The problem with the partial asynchrony model is that algorithms built on top of it (and their corresponding correctness proofs) are messy: the timing assumptions of the algorithm are strewn throughout the code, and proving the algorithm correct requires you to pull those timing assumptions through the entire proof until you can finally check at the end whether they match up with the network model.

To make reasoning about asynchrony easier, a theorist named Sam Toueg along with a few others at Cornell proposed the concept of failure detectors. Failure detectors allow algorithms to encapsulate timing assumptions: instead of manually setting timers to detect failures, we design our algorithms to ask an oracle about the presence of failures [2]. To implement the oracle, we still use timers, but now we have all of our timing assumptions collected cleanly in one place.

Failure detectors form a hierarchy. The strongest failure detector has perfect accuracy (it never falsely accuses nodes of failing) and perfect completeness (it always informs all nodes of all failures). Weaker failure detectors might make mistakes, either by falsely accusing nodes of having crashed, or by neglecting to detect some failures. The different failure detectors correspond to different points on the asynchrony spectrum: perfect failure detectors can only be implemented in a fully synchronous network [3], whereas imperfect failure detectors correspond to partial synchrony.

Measuring Asynchrony

One way to get a handle on our question is to measure the behavior of failure detectors in practice. That is, one could implement imperfect failure detectors, place them in networks of different kinds, and measure how often they falsely accuse nodes of failing. If we have ground truth on when nodes actually fail in a controlled experiment, we can quantify how often those corner cases theorists are worried about come up.

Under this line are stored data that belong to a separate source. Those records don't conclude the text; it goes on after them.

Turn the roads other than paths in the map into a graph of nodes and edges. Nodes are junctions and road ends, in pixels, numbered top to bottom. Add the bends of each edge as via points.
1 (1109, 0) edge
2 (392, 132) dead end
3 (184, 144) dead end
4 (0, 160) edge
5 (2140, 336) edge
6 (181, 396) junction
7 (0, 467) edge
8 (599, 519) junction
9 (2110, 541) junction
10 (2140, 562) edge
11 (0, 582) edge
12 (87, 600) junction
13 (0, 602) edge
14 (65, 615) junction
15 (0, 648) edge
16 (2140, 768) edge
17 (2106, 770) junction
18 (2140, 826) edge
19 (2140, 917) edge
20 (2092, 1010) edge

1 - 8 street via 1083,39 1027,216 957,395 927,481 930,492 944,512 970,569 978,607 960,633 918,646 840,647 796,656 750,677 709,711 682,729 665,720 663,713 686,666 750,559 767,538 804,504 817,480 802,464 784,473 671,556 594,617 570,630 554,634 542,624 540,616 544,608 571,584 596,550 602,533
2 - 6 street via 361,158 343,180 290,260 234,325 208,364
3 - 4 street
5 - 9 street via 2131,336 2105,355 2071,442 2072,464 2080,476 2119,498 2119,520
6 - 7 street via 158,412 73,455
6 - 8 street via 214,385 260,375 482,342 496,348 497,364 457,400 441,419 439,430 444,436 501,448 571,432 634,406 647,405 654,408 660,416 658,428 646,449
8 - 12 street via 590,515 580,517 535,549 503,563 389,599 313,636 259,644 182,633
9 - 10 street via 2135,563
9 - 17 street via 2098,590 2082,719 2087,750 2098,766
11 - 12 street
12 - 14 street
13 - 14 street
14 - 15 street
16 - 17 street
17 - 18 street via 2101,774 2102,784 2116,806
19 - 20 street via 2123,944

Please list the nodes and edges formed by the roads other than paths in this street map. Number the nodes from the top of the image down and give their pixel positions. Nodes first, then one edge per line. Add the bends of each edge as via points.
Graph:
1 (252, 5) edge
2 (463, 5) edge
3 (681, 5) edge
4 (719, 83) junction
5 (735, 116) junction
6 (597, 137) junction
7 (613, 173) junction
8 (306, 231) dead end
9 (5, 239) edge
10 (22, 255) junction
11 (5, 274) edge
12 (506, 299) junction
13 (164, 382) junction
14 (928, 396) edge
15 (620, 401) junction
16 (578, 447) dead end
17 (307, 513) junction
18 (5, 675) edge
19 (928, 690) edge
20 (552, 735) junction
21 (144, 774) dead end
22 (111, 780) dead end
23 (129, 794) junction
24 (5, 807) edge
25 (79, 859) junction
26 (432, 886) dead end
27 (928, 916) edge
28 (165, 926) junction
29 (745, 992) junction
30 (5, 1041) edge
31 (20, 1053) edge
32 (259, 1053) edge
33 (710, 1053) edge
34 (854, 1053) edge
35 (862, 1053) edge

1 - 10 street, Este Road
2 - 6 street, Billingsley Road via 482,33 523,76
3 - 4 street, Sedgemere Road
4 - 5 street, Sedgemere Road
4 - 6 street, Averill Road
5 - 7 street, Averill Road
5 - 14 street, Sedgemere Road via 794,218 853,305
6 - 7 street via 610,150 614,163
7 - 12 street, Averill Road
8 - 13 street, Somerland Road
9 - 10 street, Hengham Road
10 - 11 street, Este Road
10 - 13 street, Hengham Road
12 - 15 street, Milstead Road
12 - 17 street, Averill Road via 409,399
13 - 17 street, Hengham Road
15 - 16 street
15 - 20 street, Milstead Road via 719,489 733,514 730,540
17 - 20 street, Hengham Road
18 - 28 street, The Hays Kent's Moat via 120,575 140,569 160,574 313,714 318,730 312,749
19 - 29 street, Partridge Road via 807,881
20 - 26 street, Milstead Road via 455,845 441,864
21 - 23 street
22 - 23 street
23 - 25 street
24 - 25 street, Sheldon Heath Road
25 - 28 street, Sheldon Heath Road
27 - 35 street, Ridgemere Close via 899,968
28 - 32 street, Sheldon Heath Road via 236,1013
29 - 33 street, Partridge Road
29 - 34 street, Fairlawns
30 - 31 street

Anyone interested in getting their hands dirty?

Footnotes

[1] Starting in 1988 and dwindling after 1996.

[2] Side note: failures detectors aren’t widely used in practice. Instead, most distributed systems use ad-hoc network timeouts strewn throughout the code. At best, distributed systems use adaptive timers, again strewn throughout the code. A library or language that encourages programmers to encapsulate timing assumptions and explicitly handle failure detection information could go a long way towards improving the simplicity, amenability to automated tools, and robustness of distributed systems.

[3] Which is equivalent to saying that they can’t be implemented. Unless you can ensure that the network itself never suffers from any failures or congestion, you can’t guarantee perfect synchrony. Nonetheless, some of the most recent network designs get us pretty close.